PROVIDED ENTRIES

^^^^

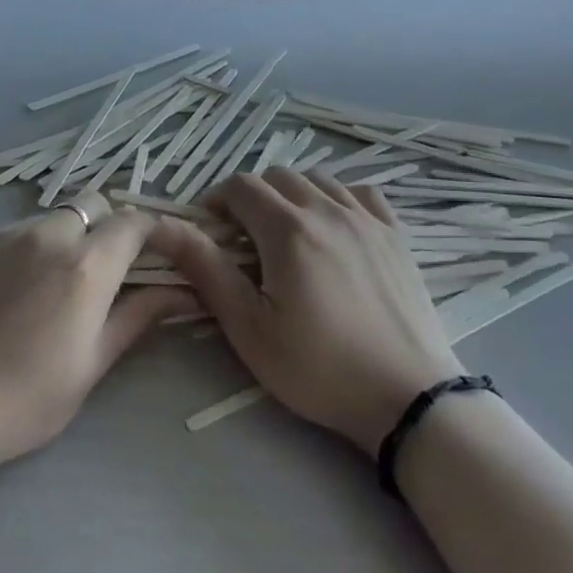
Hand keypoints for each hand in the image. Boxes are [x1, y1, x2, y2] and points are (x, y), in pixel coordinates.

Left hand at [0, 202, 197, 475]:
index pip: (134, 221)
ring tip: (43, 289)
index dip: (153, 230)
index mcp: (86, 265)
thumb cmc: (21, 401)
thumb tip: (182, 292)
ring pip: (49, 219)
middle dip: (106, 227)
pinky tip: (1, 295)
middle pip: (92, 205)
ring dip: (62, 240)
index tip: (158, 252)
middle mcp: (47, 234)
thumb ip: (137, 316)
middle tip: (99, 272)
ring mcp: (0, 234)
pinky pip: (8, 233)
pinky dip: (20, 251)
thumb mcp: (91, 365)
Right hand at [149, 170, 461, 455]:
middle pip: (278, 176)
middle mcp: (328, 209)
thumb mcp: (250, 328)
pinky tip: (334, 227)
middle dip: (252, 197)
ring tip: (288, 233)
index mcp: (288, 230)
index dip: (217, 200)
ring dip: (292, 194)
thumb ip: (207, 270)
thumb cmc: (319, 368)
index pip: (240, 187)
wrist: (406, 396)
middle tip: (245, 238)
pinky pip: (360, 193)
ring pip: (318, 179)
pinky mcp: (396, 234)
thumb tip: (166, 228)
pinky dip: (338, 198)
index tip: (210, 231)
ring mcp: (367, 218)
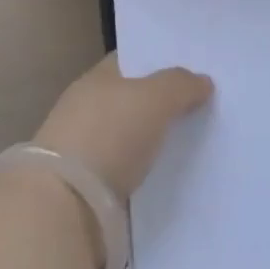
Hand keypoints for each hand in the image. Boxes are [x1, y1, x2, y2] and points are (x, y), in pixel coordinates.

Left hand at [33, 54, 213, 198]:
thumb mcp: (153, 99)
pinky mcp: (89, 193)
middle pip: (132, 100)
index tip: (192, 68)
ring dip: (154, 142)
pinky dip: (147, 175)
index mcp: (96, 79)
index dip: (159, 61)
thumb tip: (202, 80)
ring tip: (195, 145)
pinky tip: (172, 179)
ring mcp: (85, 152)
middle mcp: (87, 109)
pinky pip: (128, 175)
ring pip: (130, 139)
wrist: (66, 208)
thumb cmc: (109, 135)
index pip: (130, 60)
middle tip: (203, 107)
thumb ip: (180, 85)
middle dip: (161, 104)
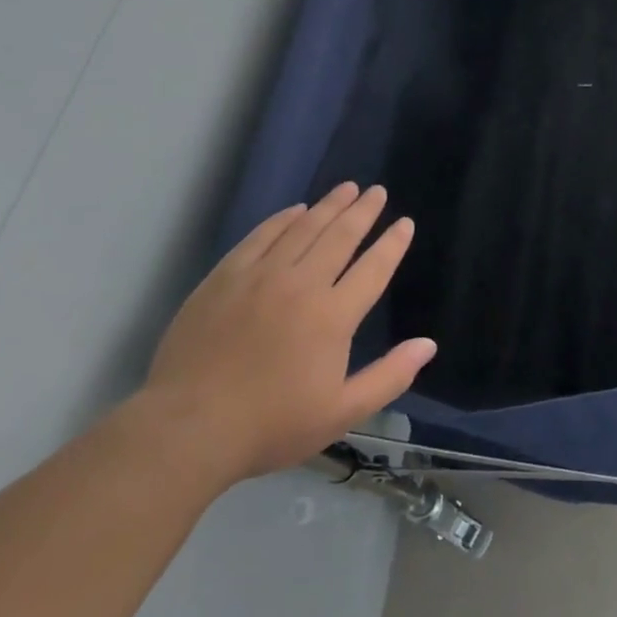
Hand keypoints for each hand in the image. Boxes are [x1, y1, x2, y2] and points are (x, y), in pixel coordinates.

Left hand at [138, 182, 435, 494]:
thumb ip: (390, 376)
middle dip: (363, 211)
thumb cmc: (271, 425)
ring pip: (303, 228)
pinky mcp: (226, 276)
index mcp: (334, 316)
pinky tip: (296, 210)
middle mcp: (302, 284)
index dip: (392, 243)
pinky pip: (262, 236)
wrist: (188, 427)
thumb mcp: (341, 413)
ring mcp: (261, 276)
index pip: (373, 268)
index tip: (404, 223)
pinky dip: (283, 218)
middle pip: (340, 236)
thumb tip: (428, 344)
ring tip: (347, 188)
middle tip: (377, 191)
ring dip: (329, 206)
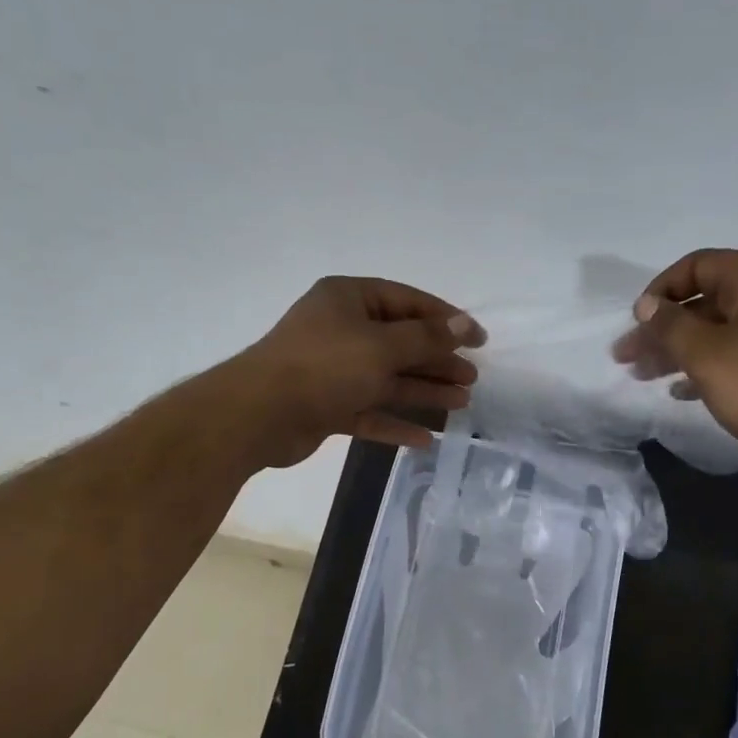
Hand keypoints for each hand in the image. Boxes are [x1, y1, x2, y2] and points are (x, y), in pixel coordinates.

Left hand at [225, 276, 485, 467]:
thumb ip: (426, 337)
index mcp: (349, 299)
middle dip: (437, 360)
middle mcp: (341, 330)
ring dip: (423, 391)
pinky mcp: (327, 406)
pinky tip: (425, 439)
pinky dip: (395, 423)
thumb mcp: (382, 346)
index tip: (479, 339)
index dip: (446, 319)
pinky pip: (369, 412)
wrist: (259, 414)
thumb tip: (463, 325)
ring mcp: (333, 370)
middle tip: (472, 377)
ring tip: (462, 403)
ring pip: (388, 379)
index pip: (407, 301)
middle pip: (400, 343)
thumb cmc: (324, 366)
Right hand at [612, 248, 737, 484]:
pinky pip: (735, 354)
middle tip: (626, 357)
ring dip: (677, 351)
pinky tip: (681, 391)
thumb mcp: (706, 354)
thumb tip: (647, 305)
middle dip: (662, 328)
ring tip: (643, 376)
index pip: (697, 265)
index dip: (660, 290)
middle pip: (704, 301)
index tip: (636, 322)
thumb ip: (670, 326)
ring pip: (716, 331)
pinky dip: (705, 367)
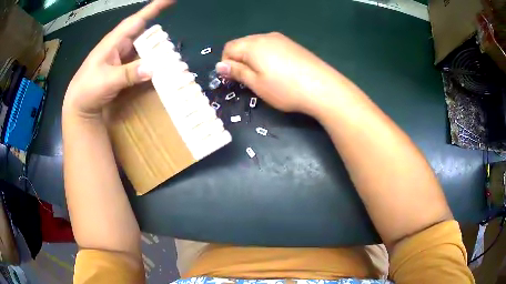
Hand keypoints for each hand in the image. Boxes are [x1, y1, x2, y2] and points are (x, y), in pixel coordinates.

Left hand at [63, 0, 174, 118]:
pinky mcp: (123, 69)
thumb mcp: (106, 81)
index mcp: (114, 42)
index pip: (136, 20)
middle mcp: (120, 46)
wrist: (78, 106)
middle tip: (171, 45)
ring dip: (155, 51)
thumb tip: (153, 68)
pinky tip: (157, 69)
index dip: (154, 8)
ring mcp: (122, 58)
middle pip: (143, 34)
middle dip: (158, 35)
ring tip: (168, 58)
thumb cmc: (87, 90)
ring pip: (143, 48)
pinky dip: (150, 63)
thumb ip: (129, 74)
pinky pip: (140, 61)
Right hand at [216, 32, 345, 116]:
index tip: (232, 79)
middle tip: (247, 79)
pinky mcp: (292, 44)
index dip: (226, 64)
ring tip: (262, 76)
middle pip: (242, 44)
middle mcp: (265, 37)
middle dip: (238, 60)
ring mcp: (281, 39)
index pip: (228, 48)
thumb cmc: (285, 89)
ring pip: (257, 45)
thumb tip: (220, 65)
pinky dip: (266, 56)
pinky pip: (271, 46)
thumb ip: (237, 72)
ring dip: (252, 58)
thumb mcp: (257, 84)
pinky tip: (277, 70)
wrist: (323, 87)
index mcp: (253, 45)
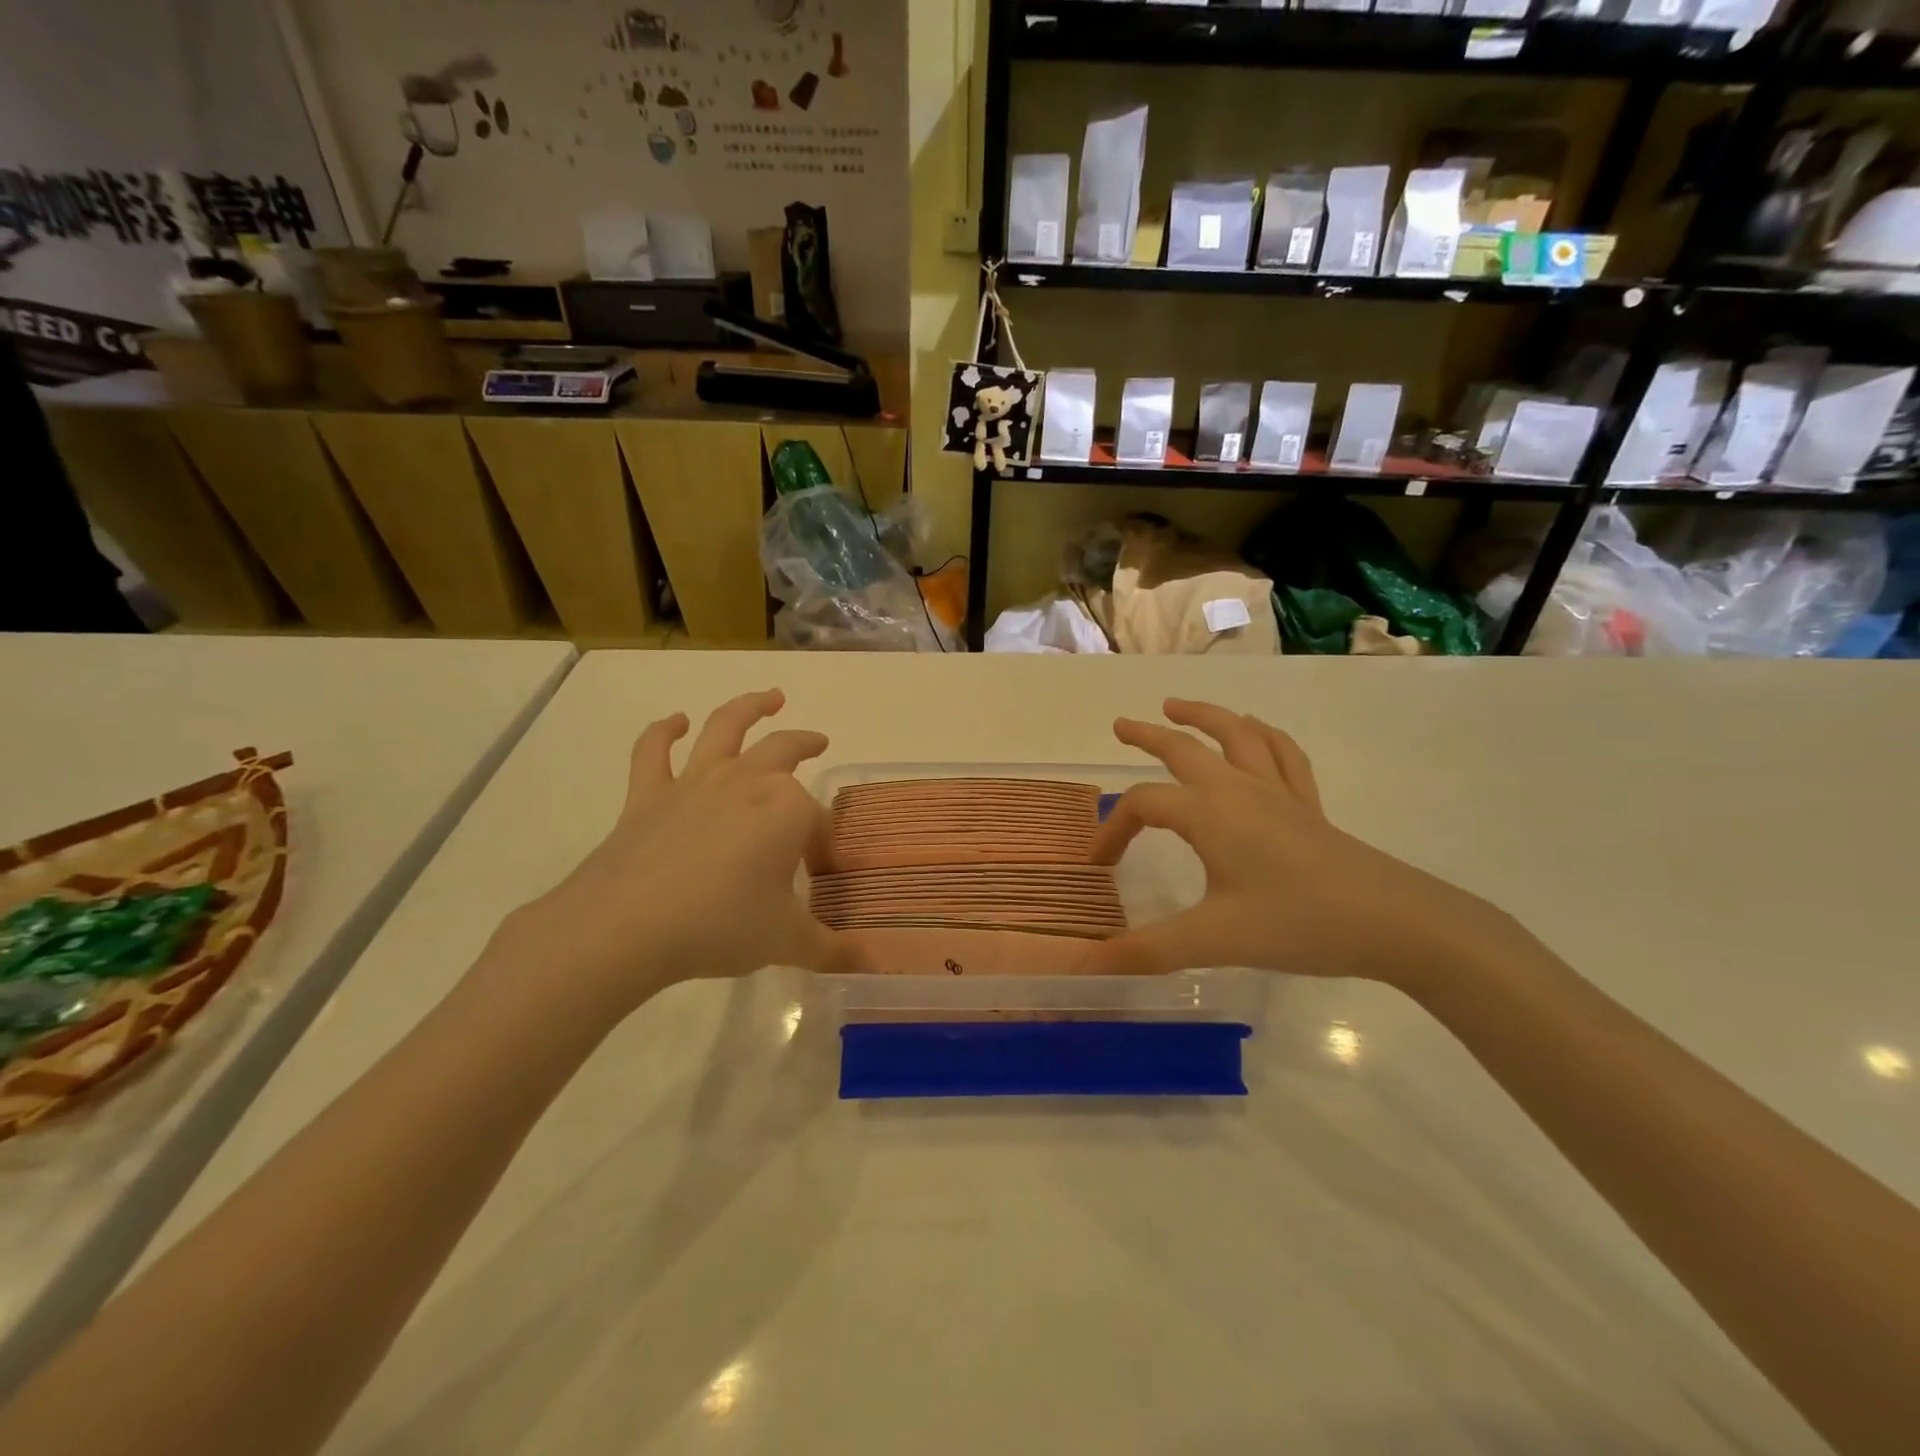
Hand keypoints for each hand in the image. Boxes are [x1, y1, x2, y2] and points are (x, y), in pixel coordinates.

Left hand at [485, 690, 867, 1022]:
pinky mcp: (648, 793)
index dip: (822, 843)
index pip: (818, 820)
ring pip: (726, 727)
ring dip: (750, 706)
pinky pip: (654, 751)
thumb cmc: (720, 925)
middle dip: (805, 744)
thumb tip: (868, 964)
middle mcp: (746, 782)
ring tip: (769, 696)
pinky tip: (675, 722)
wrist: (627, 925)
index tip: (819, 871)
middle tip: (819, 741)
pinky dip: (663, 731)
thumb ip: (830, 949)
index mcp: (787, 809)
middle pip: (785, 750)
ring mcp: (694, 781)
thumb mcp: (786, 942)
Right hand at [1080, 699, 1509, 987]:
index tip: (1099, 865)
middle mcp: (1239, 789)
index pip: (1143, 805)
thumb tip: (1085, 965)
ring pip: (1237, 735)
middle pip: (1184, 748)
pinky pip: (1283, 754)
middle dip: (1148, 735)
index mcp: (1209, 813)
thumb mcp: (1213, 940)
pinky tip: (1255, 732)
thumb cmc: (1296, 923)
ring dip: (1204, 716)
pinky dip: (1262, 735)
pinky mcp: (1309, 805)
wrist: (1392, 922)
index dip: (1112, 829)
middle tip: (1121, 725)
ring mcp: (1279, 792)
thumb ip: (1146, 951)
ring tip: (1178, 706)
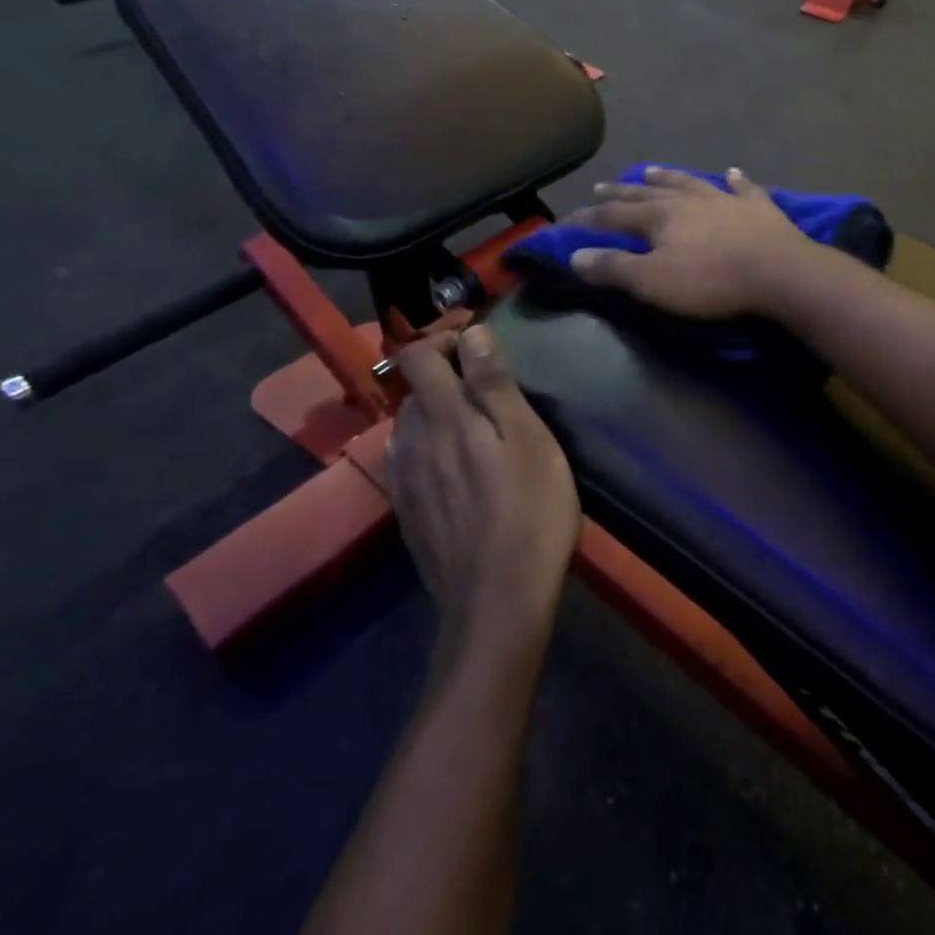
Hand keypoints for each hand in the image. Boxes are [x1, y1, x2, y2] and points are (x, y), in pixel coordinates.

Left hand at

^^^^

INSTRUCTIONS FOR THE TASK
Exclude the pictures and repeat the entries word for word.

SOLUTION TO THIS EXERCISE
Hand keypoints for each hand in the image. Boxes are [x1, y1, x2, y2] and points are (x, y), in pixel coordinates.

Left hand at [0, 202, 197, 475]:
index pip: (134, 221)
ring tip: (43, 289)
index dip: (153, 230)
index mcp: (86, 265)
thumb cmc: (21, 401)
thumb tip: (182, 292)
ring pip: (49, 219)
middle dip: (106, 227)
pinky tip: (1, 295)
middle pip: (92, 205)
ring dip: (62, 240)
index tip: (158, 252)
middle mcp: (47, 234)
thumb ip: (137, 316)
middle tip: (99, 272)
ring mcp: (0, 234)
pinky pip: (8, 233)
pinky dip: (20, 251)
thumb mcp: (91, 365)
Right hand at [149, 170, 461, 455]:
middle pip: (278, 176)
middle mcp: (328, 209)
thumb mcp: (250, 328)
pinky tip: (334, 227)
middle dip: (252, 197)
ring tip: (288, 233)
index mcp: (288, 230)
index dip: (217, 200)
ring dip: (292, 194)
thumb ip: (207, 270)
thumb cmc: (319, 368)
index pip: (240, 187)
wrist: (406, 396)
middle tip: (245, 238)
pinky pip: (360, 193)
ring pip: (318, 179)
pinky mcp: (396, 234)
thumb tip: (166, 228)
pinky dip: (338, 198)
index tip: (210, 231)
ring mcp: (367, 218)
Hand keypoints for each hand in the image. Boxes are [x1, y1, x2, y2] and points are (x, y), in pixel coordinates.

Left hand at [33, 54, 213, 198]:
thumb mcp: (153, 99)
pinky mcp: (89, 193)
middle pip: (132, 100)
index tip: (192, 68)
ring dip: (154, 142)
pinky dip: (147, 175)
index mcp: (96, 79)
index dip: (159, 61)
thumb tip: (202, 80)
ring tip: (195, 145)
pinky tip: (172, 179)
ring mcp: (85, 152)
middle mcp: (87, 109)
pinky pip: (128, 175)
ring pip: (130, 139)
wrist: (66, 208)
thumb cmc: (109, 135)
index pip: (130, 60)
middle tip: (203, 107)
thumb ip: (180, 85)
middle dip: (161, 104)
Hand keypoints for each hand in the image. Boxes are [x1, y1, x2, y2] and points are (x, y), in pixel coordinates.

Left hand at [138, 182, 435, 494]:
thumb ip: (390, 376)
middle dip: (363, 211)
thumb cmc: (271, 425)
ring pip: (303, 228)
pinky mcp: (226, 276)
index mcp: (334, 316)
pinky tip: (296, 210)
middle mcp: (302, 284)
index dip: (392, 243)
pinky pip: (262, 236)
wrist: (188, 427)
thumb mcp: (341, 413)
ring mcp: (261, 276)
index pip: (373, 268)
index tip: (404, 223)
pinky dip: (283, 218)
middle pip: (340, 236)
thumb tip: (428, 344)
ring tip: (347, 188)
middle tip: (377, 191)
ring dip: (329, 206)
Hand keypoints for each hand in the image. Boxes are [x1, y1, x2, y2] and points are (x, y), in pixel coordinates.

Left hand at [225, 276, 485, 467]:
thumb ip: (426, 337)
index mcp: (349, 299)
middle dip: (437, 360)
middle mcp: (341, 330)
ring dip: (423, 391)
pinky mcp: (327, 406)
pinky tip: (425, 439)
pinky dip: (395, 423)
thumb mcp: (382, 346)
index tip: (479, 339)
index dip: (446, 319)
pinky pip: (369, 412)
wrist: (259, 414)
thumb tip: (463, 325)
ring mcp: (333, 370)
middle tip: (472, 377)
ring tip: (462, 403)
ring pip: (388, 379)
index pip: (407, 301)
middle pip: (400, 343)
thumb cmc: (324, 366)
Right hand at [612, 248, 737, 484]:
pinky pip: (735, 354)
middle tip: (626, 357)
ring dip: (677, 351)
pinky tip: (681, 391)
thumb mcp: (706, 354)
thumb tip: (647, 305)
middle dip: (662, 328)
ring tip: (643, 376)
index pip: (697, 265)
index dip: (660, 290)
middle pip: (704, 301)
index tip: (636, 322)
thumb ip: (670, 326)
ring pip: (716, 331)
pinky dip: (705, 367)
Hand keypoints for each hand in the image. Boxes are [x1, y1, x2, y2] and points are (x, y), in pixel coordinates.

Left hand at [63, 0, 174, 118]:
pinky mcp: (123, 69)
thumb mcp: (106, 81)
index mcp: (114, 42)
index pip: (136, 20)
middle mcp: (120, 46)
wrist: (78, 106)
middle tip: (171, 45)
ring dip: (155, 51)
thumb tip: (153, 68)
pinky tip: (157, 69)
index dip: (154, 8)
ring mcp: (122, 58)
middle pip: (143, 34)
middle dip: (158, 35)
ring tip: (168, 58)
thumb cmc: (87, 90)
ring pip: (143, 48)
pinky dip: (150, 63)
thumb ip: (129, 74)
pinky pip: (140, 61)
Right hand at [216, 32, 345, 116]:
index tip: (232, 79)
middle tip: (247, 79)
pinky mcp: (292, 44)
index dip: (226, 64)
ring tip: (262, 76)
middle pip: (242, 44)
middle mcp: (265, 37)
middle dip: (238, 60)
ring mcp: (281, 39)
index pip: (228, 48)
thumb cmc: (285, 89)
ring pip: (257, 45)
thumb tip: (220, 65)
pinky dip: (266, 56)
pinky pip: (271, 46)
thumb ip: (237, 72)
ring dip: (252, 58)
thumb mcp: (257, 84)
pinky tip: (277, 70)
wrist: (323, 87)
index mcp: (253, 45)
Hand keypoints for each hand in the image. Boxes are [x1, y1, x2, y2] and points are (x, y), in pixel coordinates.

Left hand at [485, 690, 867, 1022]:
pinky mcp: (648, 793)
index dip: (822, 843)
index pip: (818, 820)
ring pip: (726, 727)
ring dip: (750, 706)
pinky pip: (654, 751)
thumb cmc: (720, 925)
middle dip: (805, 744)
thumb tip: (868, 964)
middle mcp: (746, 782)
ring tip: (769, 696)
pinky tip: (675, 722)
wrist: (627, 925)
index tip: (819, 871)
middle tip: (819, 741)
pinky dip: (663, 731)
thumb ip: (830, 949)
index mcp: (787, 809)
middle pip: (785, 750)
ring mcp: (694, 781)
thumb mcp: (786, 942)
Right hand at [1080, 699, 1509, 987]:
index tip: (1099, 865)
middle mcp: (1239, 789)
index pip: (1143, 805)
thumb tip: (1085, 965)
ring pip: (1237, 735)
middle pip: (1184, 748)
pinky pip: (1283, 754)
middle dip: (1148, 735)
index mcp: (1209, 813)
thumb mcp: (1213, 940)
pinky tip: (1255, 732)
thumb cmc: (1296, 923)
ring dip: (1204, 716)
pinky dip: (1262, 735)
pinky mcp: (1309, 805)
wrist: (1392, 922)
index dip: (1112, 829)
middle tip: (1121, 725)
ring mcp: (1279, 792)
thumb ip: (1146, 951)
ring tip: (1178, 706)
Hand keypoints for each hand in the image. Boxes are [x1, y1, x2, y2] and points are (x, y), in pixel coordinates.

Left hand at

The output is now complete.